Hall v. Hall

140 Mass. 267 | Mass. | 1885

Holmes, J.

The trustees under the will of Thomas Bartlett ask the instruction of the court to whom, and in what proportions, they shall convey, in pursuance of the following clause:

“ In- trust lastly, at the decease of the said surviving daughter, to grant, surrender, and convey the estates aforesaid, with all accumulation or income then unexpended, to the issue or children of my said two daughters, Maria Hall and Ann Dwight, who may then be living, to be equally divided among all such issue or children share and share alike, to them and their respective heirs and assigns forever in fee simple.”

As a first step toward the interpretation of this language, it is proper to state that, in the opinion of a majority of the court, *270“ issue or children ” cannot be read as meaning either “ issue or in other words children,” or “ child or children ; ” but that the words “ issue or ” must be taken to have been intended to add something to the substantial meaning of the clause, and to enlarge the scope of the limitation. See Pub. Sts. c. 3, § 3, cl. 11. If there had been no children, but only grandchildren of the testator’s daughters, it would have been hard to persuade any court that "there was an intestacy, so far as this clause was concerned; yet that would be the result of the interpretations proposed. And, as to the latter of the two (“ child or children ”), we may add that the immediately preceding words, “ equally to be divided among all such ” (issue or children), imply that “ issue ” may embrace more than one person.
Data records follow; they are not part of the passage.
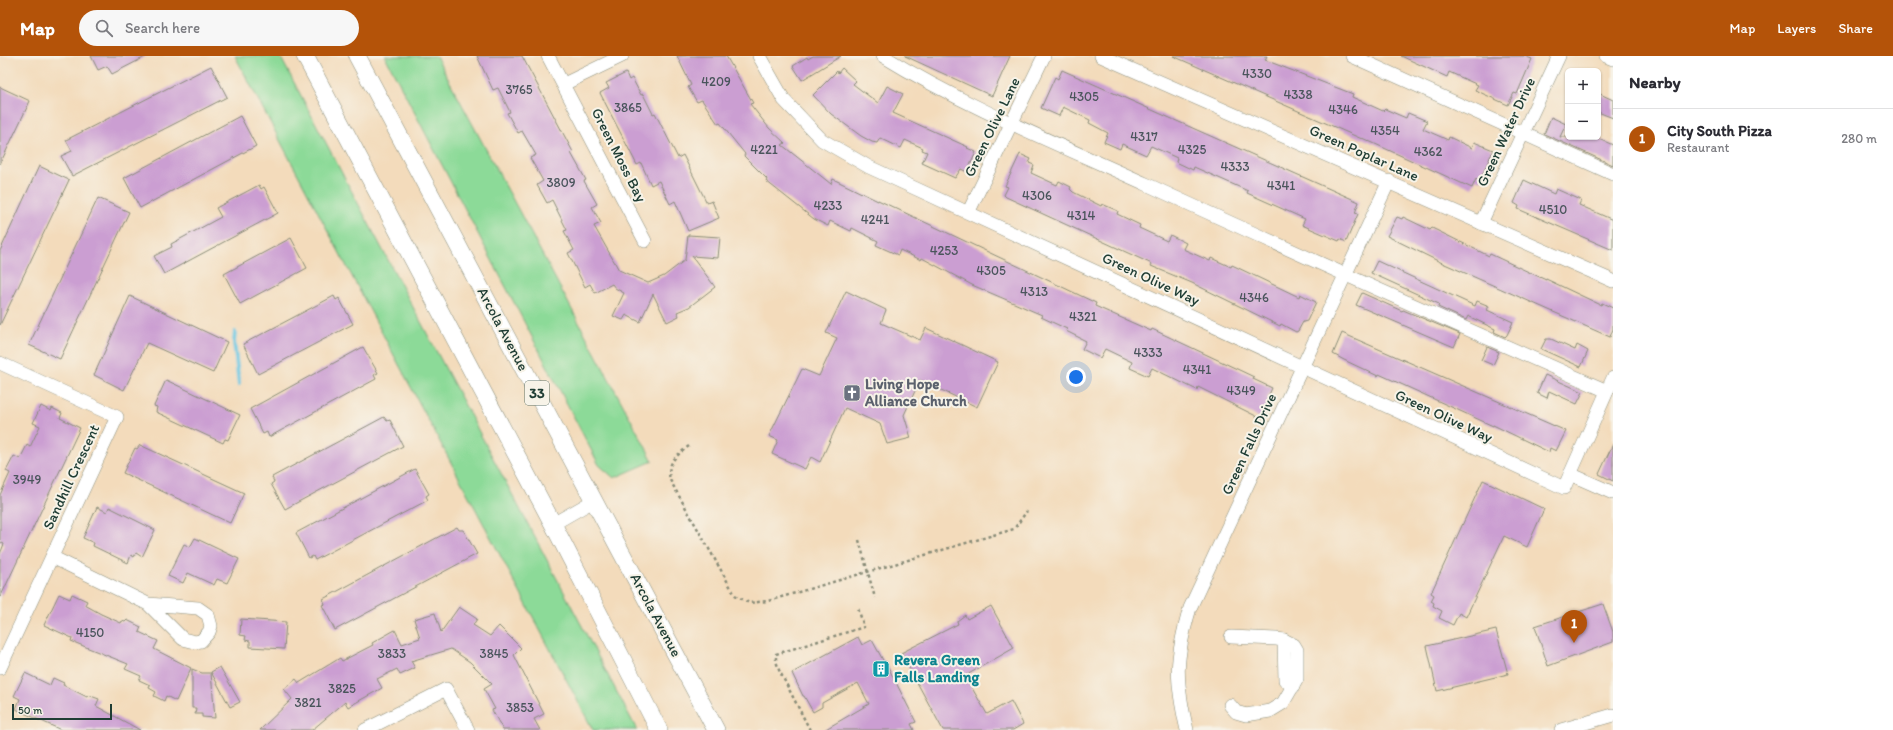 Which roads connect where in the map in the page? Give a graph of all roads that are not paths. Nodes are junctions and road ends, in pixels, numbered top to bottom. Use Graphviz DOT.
graph roads {
  1 [pos="305,56"];
  2 [pos="357,56"];
  3 [pos="548,56"];
  4 [pos="622,56"];
  5 [pos="759,56"];
  6 [pos="883,56"];
  7 [pos="1044,56"];
  8 [pos="1101,56"];
  9 [pos="1352,56"];
  10 [pos="1559,56"];
  11 [pos="1606,56"];
  12 [pos="1613,59"];
  13 [pos="564,84"];
  14 [pos="1011,122"];
  15 [pos="1523,133"];
  16 [pos="1613,174"];
  17 [pos="1389,181"];
  18 [pos="969,212"];
  19 [pos="1481,223"];
  20 [pos="645,241"];
  21 [pos="1344,276"];
  22 [pos="1613,281"];
  23 [pos="0,362"];
  24 [pos="1302,368"];
  25 [pos="1613,378"];
  26 [pos="1607,391"];
  27 [pos="1570,474"];
  28 [pos="1613,493"];
  29 [pos="595,500"];
  30 [pos="553,524"];
  31 [pos="52,557"];
  32 [pos="148,604"];
  33 [pos="1231,637"];
  34 [pos="0,668"];
  35 [pos="1230,705"];
  36 [pos="1613,715"];
  37 [pos="365,730"];
  38 [pos="468,730"];
  39 [pos="659,730"];
  40 [pos="716,730"];
  41 [pos="1187,730"];
  42 [pos="1561,730"];
  1 -- 30 [label="main road"];
  2 -- 29 [label="main road, Arcola Avenue / 33"];
  3 -- 13 [label="street, Green Moss Bay"];
  4 -- 13 [label="street"];
  5 -- 18 [label="street, Green Olive Way"];
  6 -- 14 [label="street"];
  7 -- 14 [label="street, Green Olive Lane"];
  8 -- 17 [label="street, Green Poplar Lane"];
  9 -- 15 [label="street"];
  10 -- 15 [label="street, Green Water Drive"];
  11 -- 12 [label="street"];
  13 -- 20 [label="street, Green Moss Bay"];
  14 -- 18 [label="street, Green Olive Lane"];
  14 -- 21 [label="street"];
  15 -- 16 [label="street"];
  15 -- 19 [label="street, Green Water Drive"];
  17 -- 19 [label="street, Green Poplar Lane"];
  17 -- 21 [label="street, Green Falls Drive"];
  18 -- 24 [label="street, Green Olive Way"];
  19 -- 22 [label="street, Green Poplar Lane"];
  21 -- 24 [label="street, Green Falls Drive"];
  21 -- 26 [label="street"];
  23 -- 31 [label="street, Sandhill Crescent"];
  24 -- 27 [label="street, Green Olive Way"];
  24 -- 41 [label="street, Green Falls Drive"];
  25 -- 26 [label="street"];
  26 -- 27 [label="street"];
  27 -- 28 [label="street"];
  29 -- 30 [label="street"];
  29 -- 40 [label="main road, Arcola Avenue / 33"];
  30 -- 39 [label="main road"];
  31 -- 32 [label="street"];
  31 -- 34 [label="street, Sandhill Crescent"];
  33 -- 35 [label="street"];
  36 -- 42 [label="street"];
  37 -- 38 [label="street"];
}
If, then, the word “ issue ” enlarges the scope of the limitation, the question arises whether we can avoid the conclusion that all issue, of whatever degree, are to take equal shares, — a conclusion repudiated by all the arguments addressed to us. See Cancellor v. Cancellor, 2 Dr. & Sm. 194. We agree that the greater reasonableness of a different disposition, or a consideration of what it is likely, on general principles, that a testator would have wished, cannot be allowed to change the interpretation of the words used, if the meaning is plain apart from such considerations. But we have reached the opinion, although not without hesitation and doubt, that a meaning more likely to meet what the testator would have desired than either of those above suggested can be extracted from the words themselves.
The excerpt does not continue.